→ **Your objective**
Copy out every line of the data that has the word "each" somewhere in it.

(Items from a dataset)
• • • •
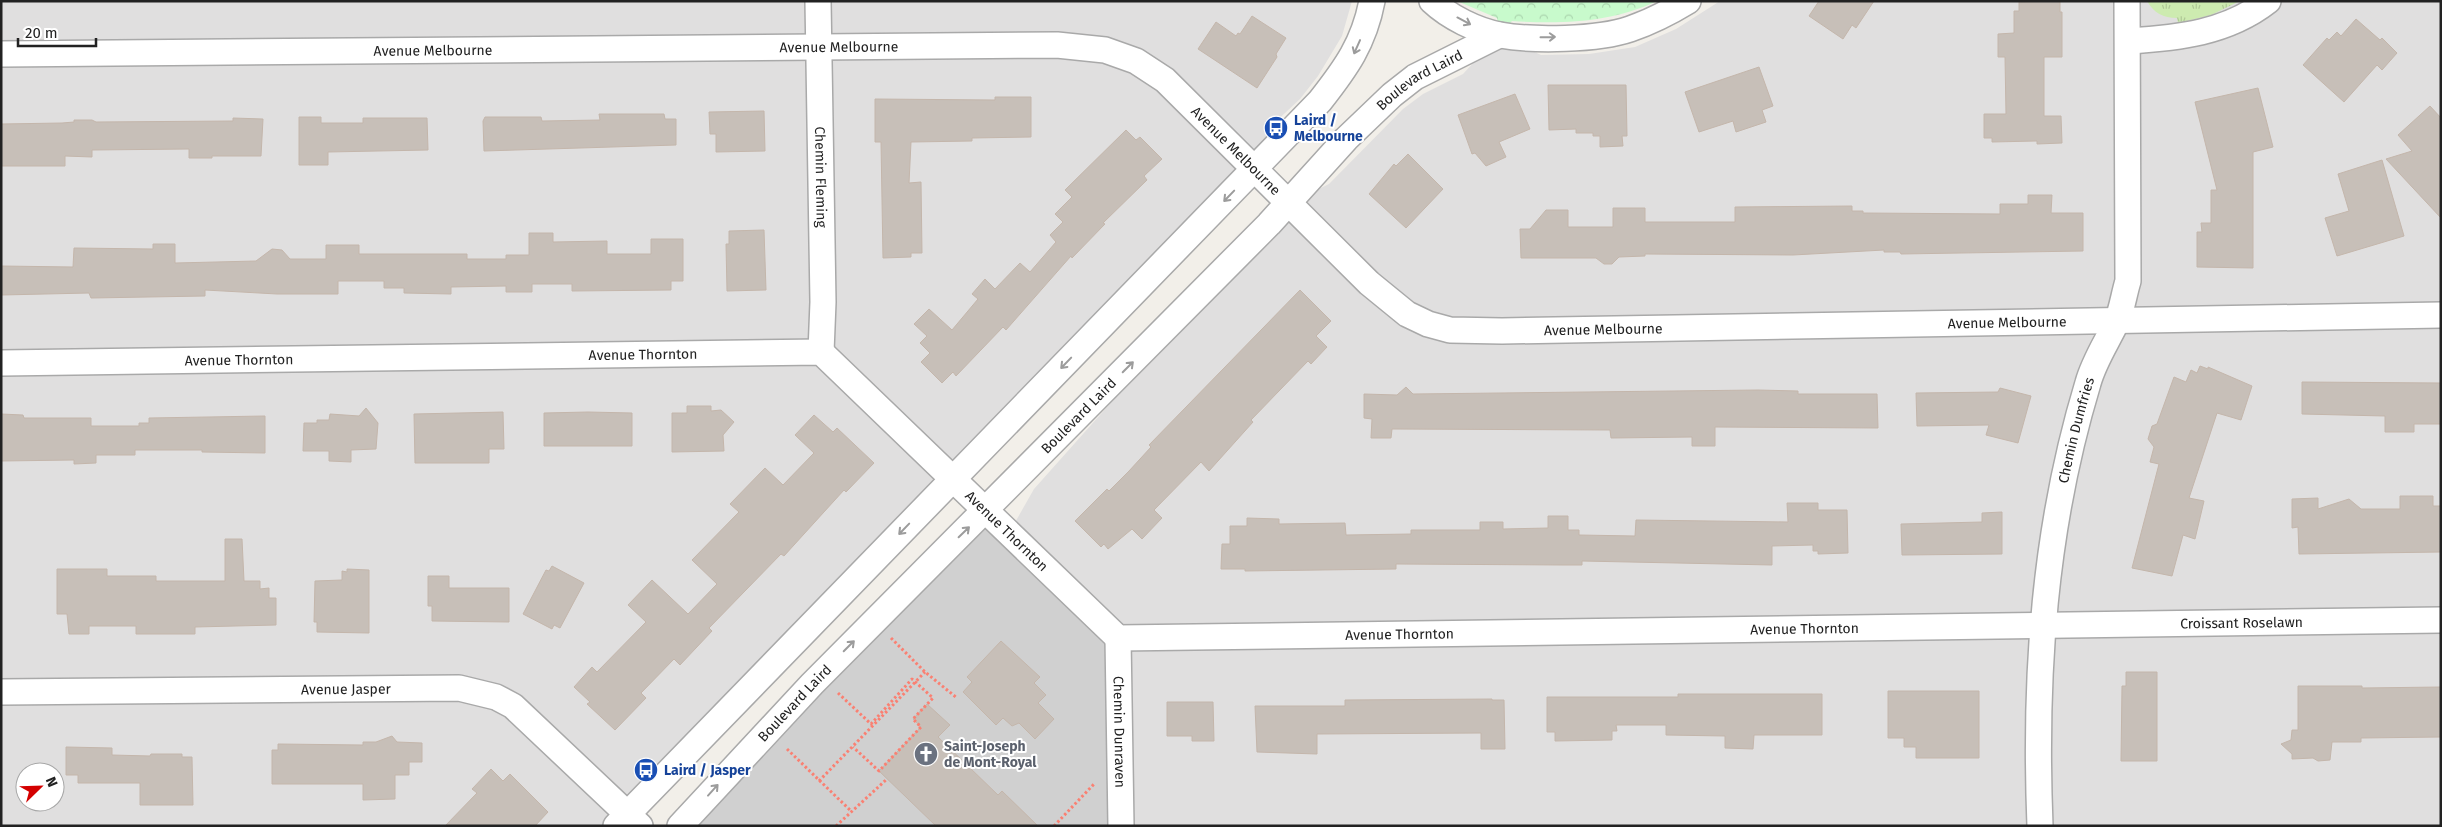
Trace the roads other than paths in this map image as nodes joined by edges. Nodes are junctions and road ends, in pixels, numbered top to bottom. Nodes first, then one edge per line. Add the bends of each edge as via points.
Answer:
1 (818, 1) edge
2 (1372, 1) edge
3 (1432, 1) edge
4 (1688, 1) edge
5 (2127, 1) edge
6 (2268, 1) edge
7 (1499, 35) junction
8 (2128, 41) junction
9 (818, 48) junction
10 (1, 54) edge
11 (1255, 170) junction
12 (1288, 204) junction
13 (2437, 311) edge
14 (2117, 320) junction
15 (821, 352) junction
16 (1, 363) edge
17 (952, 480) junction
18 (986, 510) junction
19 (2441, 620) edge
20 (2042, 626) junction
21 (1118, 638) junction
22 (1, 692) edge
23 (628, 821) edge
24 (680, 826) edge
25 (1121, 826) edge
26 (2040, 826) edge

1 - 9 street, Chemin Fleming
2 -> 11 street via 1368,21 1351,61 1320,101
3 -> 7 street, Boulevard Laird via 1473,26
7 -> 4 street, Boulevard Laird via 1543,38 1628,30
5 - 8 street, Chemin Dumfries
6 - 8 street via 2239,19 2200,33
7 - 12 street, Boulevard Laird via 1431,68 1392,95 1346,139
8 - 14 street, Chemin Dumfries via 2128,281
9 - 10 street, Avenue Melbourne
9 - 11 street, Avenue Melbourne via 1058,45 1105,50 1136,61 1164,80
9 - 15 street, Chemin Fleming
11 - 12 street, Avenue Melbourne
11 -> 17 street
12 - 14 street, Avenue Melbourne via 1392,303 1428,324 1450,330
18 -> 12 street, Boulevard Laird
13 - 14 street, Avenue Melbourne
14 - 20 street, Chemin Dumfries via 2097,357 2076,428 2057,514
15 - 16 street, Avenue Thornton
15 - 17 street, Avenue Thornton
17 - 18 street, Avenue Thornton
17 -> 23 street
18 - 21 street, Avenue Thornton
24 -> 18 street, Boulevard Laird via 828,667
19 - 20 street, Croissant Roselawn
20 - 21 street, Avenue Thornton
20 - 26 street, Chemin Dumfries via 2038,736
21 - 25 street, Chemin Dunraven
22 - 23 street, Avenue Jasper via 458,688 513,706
• • • •
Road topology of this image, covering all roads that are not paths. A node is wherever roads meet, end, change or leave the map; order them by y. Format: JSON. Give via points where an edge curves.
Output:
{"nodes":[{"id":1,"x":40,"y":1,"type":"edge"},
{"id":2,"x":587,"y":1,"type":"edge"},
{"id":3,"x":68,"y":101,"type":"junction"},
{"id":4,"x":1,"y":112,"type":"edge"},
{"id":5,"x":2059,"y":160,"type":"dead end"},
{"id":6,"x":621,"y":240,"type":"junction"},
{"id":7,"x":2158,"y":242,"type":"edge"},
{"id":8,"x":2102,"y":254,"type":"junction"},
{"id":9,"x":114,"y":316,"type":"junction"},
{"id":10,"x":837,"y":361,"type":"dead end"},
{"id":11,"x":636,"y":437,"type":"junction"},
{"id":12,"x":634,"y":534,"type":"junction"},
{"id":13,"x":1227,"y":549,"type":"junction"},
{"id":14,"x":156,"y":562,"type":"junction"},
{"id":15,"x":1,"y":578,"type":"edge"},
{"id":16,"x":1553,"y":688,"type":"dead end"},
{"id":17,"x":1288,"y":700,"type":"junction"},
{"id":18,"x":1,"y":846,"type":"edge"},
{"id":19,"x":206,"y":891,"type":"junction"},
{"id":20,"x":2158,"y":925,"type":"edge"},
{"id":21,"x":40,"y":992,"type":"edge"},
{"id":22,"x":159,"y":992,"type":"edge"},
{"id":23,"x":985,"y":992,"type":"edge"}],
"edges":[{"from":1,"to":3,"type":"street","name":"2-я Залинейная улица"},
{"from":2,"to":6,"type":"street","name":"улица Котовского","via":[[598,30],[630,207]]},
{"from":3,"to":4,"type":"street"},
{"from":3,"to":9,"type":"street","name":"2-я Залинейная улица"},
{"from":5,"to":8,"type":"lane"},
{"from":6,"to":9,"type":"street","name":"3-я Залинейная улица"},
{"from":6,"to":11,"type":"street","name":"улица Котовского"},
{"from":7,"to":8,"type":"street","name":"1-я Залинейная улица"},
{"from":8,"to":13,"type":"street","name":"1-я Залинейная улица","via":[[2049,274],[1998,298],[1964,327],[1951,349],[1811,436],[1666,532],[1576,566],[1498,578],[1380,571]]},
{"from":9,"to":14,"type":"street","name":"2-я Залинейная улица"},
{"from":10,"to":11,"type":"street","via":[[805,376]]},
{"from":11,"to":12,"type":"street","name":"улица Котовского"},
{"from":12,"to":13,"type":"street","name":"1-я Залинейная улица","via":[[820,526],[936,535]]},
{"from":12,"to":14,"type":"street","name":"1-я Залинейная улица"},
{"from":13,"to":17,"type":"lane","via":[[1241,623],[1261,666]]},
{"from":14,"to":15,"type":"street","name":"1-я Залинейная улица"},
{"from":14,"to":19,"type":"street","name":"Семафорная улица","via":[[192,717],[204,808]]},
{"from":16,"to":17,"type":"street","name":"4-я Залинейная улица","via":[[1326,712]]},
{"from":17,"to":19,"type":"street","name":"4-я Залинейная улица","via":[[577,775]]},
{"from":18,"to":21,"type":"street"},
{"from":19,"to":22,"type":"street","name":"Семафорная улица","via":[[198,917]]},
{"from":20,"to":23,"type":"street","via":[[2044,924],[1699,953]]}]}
• • • •
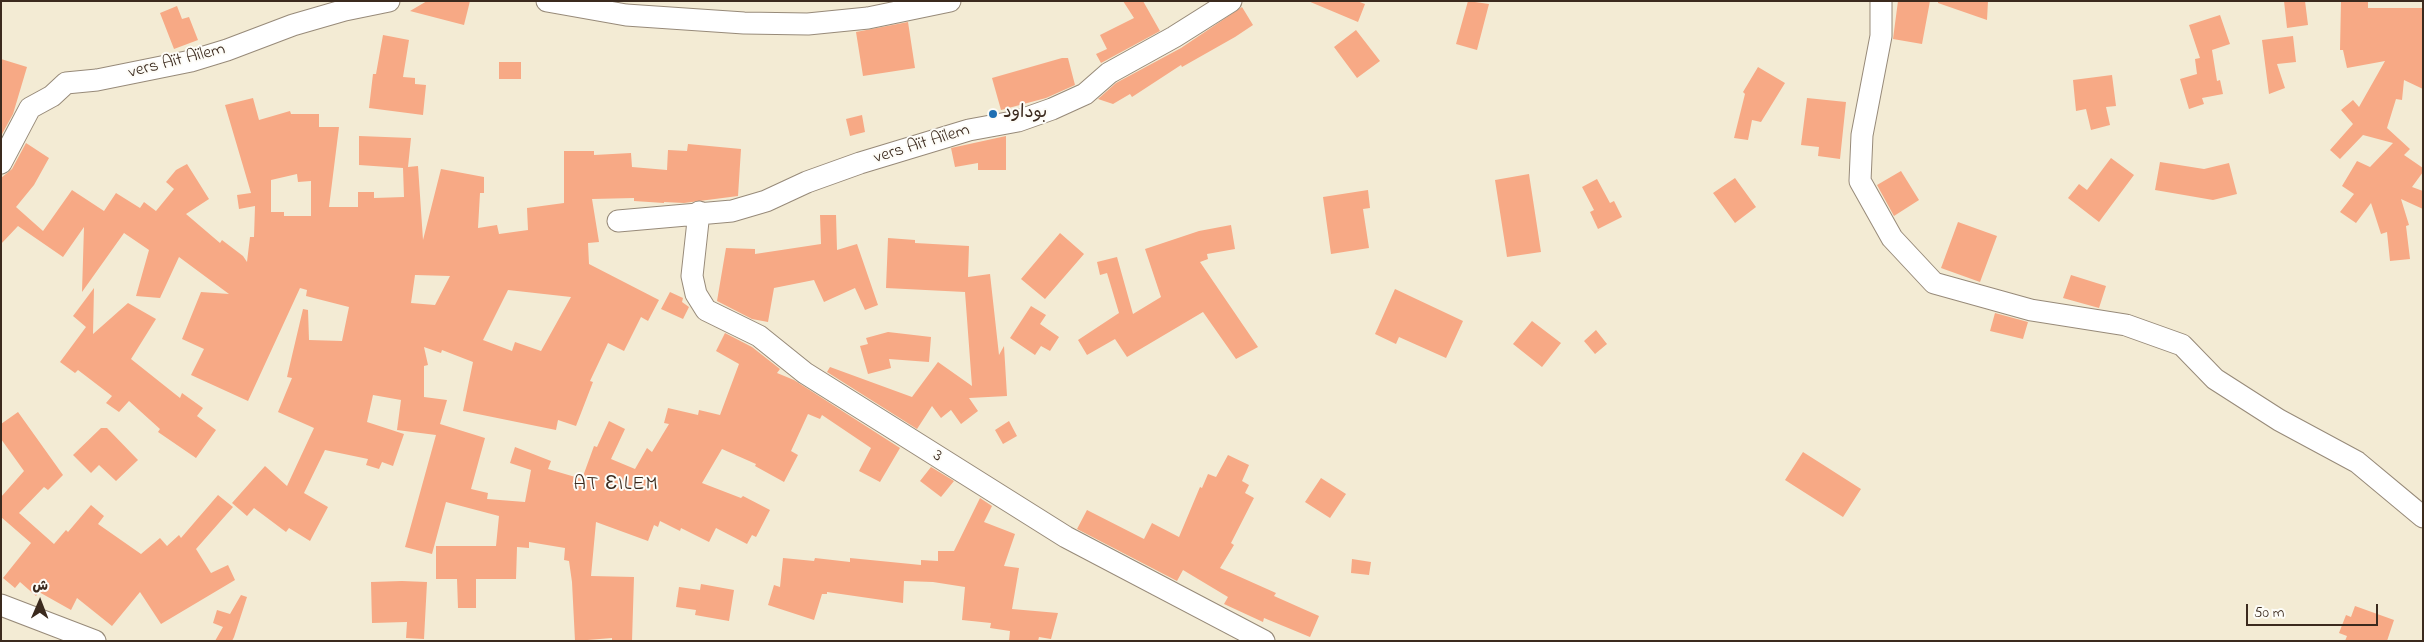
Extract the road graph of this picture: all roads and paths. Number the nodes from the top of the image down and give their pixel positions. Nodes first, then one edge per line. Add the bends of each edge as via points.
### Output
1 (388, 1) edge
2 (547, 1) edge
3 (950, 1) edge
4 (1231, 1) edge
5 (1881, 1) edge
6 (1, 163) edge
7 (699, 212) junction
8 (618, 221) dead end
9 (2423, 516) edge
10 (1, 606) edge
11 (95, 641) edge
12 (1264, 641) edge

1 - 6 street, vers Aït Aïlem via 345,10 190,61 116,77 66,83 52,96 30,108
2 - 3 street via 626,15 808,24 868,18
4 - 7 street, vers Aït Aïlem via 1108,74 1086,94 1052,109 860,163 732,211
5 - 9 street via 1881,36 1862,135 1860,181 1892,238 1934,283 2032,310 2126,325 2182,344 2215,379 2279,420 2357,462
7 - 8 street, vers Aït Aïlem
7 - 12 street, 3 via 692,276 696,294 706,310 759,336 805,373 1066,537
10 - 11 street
• • • •
→ **Solution**
Trace the roads other than paths in this map image as nodes joined by edges. Nodes are junctions and road ends, in pixels, numbered top to bottom. Nodes first, then one edge per line. Add the bends of each edge as via points.
Extract the road graph of this picture: all roads and paths. Number the nodes from the top of the image down and give their pixel positions. Nodes first, then one edge per line. Add the bends of each edge as via points.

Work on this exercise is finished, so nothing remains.